Each line of the listing that includes the string "graph" is to be identified and copied.

# Data excerpts
┌──
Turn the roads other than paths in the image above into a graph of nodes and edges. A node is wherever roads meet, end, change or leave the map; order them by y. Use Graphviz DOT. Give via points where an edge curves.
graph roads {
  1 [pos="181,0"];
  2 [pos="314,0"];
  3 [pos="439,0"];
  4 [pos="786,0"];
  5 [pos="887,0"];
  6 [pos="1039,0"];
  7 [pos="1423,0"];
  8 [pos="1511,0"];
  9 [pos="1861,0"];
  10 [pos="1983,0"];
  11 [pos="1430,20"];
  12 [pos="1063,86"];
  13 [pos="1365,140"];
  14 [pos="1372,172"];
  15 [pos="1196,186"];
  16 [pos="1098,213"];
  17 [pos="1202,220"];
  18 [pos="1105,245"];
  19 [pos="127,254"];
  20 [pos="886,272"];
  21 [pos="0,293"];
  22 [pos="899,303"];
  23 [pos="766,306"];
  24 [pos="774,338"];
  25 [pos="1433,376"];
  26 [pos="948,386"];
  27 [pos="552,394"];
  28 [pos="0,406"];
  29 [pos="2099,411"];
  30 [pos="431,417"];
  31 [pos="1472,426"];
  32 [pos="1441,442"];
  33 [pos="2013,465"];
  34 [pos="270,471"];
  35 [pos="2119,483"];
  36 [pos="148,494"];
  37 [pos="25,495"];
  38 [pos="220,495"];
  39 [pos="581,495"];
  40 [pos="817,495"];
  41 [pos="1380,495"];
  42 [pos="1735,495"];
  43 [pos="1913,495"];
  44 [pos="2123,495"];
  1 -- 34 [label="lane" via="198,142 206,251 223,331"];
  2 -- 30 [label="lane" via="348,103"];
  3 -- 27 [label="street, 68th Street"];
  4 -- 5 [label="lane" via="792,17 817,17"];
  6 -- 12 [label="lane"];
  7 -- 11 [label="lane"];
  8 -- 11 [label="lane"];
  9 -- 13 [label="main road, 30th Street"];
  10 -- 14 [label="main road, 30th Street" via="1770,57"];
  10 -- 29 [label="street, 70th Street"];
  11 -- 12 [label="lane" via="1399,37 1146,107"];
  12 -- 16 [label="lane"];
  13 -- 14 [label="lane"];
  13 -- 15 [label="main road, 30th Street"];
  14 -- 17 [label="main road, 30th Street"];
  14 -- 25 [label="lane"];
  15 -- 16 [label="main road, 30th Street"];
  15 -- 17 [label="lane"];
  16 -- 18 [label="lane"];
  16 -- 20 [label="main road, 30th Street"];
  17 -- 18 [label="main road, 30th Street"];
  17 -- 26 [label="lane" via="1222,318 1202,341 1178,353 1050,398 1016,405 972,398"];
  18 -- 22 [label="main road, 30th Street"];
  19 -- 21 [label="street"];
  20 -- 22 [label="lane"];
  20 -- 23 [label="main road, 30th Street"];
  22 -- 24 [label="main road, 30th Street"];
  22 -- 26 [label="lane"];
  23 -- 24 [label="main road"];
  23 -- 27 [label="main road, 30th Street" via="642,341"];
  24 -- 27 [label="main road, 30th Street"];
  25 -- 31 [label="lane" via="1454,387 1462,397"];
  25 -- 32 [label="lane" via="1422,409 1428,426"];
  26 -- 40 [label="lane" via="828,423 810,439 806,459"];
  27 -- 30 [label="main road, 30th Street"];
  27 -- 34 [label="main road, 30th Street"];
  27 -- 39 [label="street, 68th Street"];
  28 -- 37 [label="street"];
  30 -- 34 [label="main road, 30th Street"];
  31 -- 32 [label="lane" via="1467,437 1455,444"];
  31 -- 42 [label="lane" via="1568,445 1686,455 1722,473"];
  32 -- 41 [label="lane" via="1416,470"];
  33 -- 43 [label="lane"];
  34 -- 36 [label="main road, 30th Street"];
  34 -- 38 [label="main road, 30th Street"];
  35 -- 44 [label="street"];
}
└──
# Written response
Turn the roads other than paths in the image above into a graph of nodes and edges. A node is wherever roads meet, end, change or leave the map; order them by y. Use Graphviz DOT. Give via points where an edge curves.
graph roads {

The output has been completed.